Thermal conduction is the process by which heat energy is transferred within a material due to temperature differences. In this exercise, the nuclear fuel element wall has a thermal conductivity \(k = 57 \text{ W/m} \cdot \text{K}\), highlighting how easily heat moves through it. The heat conduction equation, \(\frac{k}{\Delta x^2}(T_{i+1} - 2T_i + T_{i-1})\), allows us to model this transfer numerically.

The material's ability to conduct heat directly affects how quickly thermal energy spreads throughout the object, and thus influences the nodal temperatures calculated using the finite difference approach. Incorporating conduction is essential for understanding the thermal behavior of nuclear materials, where precise temperature management is critical.

Volumetric Heat Generation

Volumetric heat generation refers to the production of heat within a material, as opposed to heat entering from its surfaces. In the case of the nuclear fuel element, this internal heat generation is uniform and is quantified as \(3 \times 10^7 \text{ W/m}^3\). This value represents the energy contributed by nuclear reactions within the fuel.

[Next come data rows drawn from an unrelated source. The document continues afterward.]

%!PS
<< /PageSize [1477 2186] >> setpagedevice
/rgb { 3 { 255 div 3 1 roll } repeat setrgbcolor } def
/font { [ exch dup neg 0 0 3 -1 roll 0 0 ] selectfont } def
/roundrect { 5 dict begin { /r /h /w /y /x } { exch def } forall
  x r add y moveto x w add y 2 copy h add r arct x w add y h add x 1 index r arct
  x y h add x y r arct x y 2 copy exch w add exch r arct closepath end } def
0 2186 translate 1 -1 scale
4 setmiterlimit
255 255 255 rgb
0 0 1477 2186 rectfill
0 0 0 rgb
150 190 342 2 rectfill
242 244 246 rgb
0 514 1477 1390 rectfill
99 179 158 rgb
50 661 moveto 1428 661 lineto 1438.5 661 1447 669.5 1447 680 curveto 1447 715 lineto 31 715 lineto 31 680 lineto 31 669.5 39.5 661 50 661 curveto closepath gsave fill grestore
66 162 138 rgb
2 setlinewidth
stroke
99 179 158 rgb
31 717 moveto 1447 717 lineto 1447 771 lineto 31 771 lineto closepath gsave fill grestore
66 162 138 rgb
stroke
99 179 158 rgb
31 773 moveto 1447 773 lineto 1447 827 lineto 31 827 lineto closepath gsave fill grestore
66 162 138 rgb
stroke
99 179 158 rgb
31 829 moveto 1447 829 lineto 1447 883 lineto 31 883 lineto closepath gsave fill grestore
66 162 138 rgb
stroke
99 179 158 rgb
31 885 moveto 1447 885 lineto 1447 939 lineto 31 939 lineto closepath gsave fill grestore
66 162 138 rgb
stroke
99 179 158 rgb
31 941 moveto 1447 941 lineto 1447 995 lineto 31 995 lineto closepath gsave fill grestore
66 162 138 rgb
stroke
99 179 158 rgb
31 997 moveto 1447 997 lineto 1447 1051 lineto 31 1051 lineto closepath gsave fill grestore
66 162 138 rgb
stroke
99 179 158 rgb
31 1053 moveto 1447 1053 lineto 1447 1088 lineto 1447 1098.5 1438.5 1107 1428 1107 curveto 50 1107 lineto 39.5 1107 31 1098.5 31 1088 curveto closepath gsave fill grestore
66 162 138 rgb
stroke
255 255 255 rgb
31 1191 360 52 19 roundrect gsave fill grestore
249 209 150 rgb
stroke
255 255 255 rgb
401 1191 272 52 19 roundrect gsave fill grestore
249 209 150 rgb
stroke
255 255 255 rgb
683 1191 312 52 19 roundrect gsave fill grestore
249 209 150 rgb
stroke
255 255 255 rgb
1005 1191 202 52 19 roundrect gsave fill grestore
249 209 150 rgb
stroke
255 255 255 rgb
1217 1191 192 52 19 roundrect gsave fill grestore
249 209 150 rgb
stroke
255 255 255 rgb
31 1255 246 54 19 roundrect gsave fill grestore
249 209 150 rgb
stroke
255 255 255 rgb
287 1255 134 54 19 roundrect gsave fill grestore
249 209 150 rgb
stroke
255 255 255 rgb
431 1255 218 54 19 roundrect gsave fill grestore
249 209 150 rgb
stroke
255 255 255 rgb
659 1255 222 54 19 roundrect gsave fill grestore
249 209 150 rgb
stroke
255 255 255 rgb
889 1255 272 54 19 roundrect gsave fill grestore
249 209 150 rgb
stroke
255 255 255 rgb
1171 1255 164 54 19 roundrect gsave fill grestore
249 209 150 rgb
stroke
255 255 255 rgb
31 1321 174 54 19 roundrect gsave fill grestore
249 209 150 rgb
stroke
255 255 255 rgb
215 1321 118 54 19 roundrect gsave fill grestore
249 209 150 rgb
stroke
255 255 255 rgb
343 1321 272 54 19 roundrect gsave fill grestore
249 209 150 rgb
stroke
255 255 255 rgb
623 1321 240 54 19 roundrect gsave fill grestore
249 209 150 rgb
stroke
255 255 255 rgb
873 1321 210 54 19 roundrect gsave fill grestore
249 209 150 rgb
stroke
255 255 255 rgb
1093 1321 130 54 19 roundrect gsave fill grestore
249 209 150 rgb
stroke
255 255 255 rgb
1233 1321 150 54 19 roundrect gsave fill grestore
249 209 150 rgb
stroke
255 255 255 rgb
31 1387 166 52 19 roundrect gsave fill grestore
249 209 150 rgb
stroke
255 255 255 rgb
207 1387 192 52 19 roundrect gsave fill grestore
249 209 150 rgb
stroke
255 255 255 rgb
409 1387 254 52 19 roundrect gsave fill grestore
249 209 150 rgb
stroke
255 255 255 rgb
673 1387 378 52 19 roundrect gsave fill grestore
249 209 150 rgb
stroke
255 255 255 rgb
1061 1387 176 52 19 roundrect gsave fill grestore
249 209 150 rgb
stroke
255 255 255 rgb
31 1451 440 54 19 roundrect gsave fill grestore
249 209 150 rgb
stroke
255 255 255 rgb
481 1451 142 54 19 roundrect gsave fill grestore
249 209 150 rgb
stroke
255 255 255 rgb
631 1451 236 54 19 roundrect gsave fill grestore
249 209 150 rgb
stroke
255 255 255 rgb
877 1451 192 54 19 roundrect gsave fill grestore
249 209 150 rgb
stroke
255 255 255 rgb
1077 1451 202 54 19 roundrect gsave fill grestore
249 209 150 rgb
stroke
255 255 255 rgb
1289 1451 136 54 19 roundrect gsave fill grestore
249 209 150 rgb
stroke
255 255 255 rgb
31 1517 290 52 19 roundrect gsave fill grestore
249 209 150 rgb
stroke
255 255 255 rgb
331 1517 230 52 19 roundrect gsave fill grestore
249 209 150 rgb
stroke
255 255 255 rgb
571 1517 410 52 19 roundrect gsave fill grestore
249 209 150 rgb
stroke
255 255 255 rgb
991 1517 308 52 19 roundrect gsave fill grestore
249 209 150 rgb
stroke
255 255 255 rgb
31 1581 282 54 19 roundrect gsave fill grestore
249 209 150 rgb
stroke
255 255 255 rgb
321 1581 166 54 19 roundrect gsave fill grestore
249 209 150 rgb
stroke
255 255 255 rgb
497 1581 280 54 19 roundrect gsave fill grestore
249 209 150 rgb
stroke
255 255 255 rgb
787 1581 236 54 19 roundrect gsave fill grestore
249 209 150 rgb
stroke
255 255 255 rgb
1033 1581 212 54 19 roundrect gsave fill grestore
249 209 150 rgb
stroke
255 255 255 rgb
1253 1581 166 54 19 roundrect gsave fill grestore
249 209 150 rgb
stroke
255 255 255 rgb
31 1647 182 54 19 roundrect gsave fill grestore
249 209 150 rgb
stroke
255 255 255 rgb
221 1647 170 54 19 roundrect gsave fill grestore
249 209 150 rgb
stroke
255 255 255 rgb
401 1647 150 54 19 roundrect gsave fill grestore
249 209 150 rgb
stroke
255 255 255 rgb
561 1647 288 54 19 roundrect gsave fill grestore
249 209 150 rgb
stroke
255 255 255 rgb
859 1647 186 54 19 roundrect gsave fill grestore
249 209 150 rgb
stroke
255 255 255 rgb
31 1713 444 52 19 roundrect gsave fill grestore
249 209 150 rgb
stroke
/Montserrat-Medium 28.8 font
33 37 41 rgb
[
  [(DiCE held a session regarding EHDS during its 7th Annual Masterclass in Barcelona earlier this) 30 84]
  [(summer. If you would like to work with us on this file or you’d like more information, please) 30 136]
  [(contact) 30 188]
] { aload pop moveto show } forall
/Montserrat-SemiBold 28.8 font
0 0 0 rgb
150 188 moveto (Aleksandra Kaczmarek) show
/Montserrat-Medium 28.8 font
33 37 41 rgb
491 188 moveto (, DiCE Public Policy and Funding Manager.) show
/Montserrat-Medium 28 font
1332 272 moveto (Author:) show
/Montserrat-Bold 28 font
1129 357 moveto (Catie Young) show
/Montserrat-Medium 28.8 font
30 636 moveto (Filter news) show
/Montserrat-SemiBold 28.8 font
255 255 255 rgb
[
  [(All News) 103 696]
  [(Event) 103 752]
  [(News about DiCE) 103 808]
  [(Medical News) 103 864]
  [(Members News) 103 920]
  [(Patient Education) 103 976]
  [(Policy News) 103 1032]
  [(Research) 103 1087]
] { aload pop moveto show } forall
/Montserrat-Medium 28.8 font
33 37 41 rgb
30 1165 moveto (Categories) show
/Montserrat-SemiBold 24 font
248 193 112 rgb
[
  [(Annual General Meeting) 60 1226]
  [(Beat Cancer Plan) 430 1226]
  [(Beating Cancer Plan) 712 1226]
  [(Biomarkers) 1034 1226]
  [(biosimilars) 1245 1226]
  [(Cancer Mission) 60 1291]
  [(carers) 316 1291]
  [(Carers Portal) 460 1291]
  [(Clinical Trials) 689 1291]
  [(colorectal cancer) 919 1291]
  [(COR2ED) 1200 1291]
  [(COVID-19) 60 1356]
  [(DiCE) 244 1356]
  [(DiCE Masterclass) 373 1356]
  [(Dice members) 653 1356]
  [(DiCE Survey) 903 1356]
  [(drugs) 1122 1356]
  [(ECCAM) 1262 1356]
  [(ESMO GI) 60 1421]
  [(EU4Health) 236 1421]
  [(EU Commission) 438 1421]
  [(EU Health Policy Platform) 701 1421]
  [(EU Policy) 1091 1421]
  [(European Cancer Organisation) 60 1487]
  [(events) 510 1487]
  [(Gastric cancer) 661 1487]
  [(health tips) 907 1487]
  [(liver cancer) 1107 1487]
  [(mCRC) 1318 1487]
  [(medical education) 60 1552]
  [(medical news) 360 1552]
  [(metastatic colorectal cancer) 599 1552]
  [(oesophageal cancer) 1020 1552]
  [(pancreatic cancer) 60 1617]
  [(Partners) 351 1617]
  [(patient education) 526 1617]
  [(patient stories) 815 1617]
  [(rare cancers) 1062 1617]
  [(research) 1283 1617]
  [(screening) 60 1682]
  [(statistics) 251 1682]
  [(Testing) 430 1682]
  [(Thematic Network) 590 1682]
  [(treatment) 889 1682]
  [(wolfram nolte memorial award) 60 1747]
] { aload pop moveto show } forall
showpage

In our finite difference model, this volumetric heat source term \(q''\) is included in the equations for each node, ensuring that the internal heating of the material is considered when calculating temperature distribution. Understanding how this generated heat impacts the equilibrium within the material is crucial for designing effective cooling systems and ensuring safety in nuclear applications.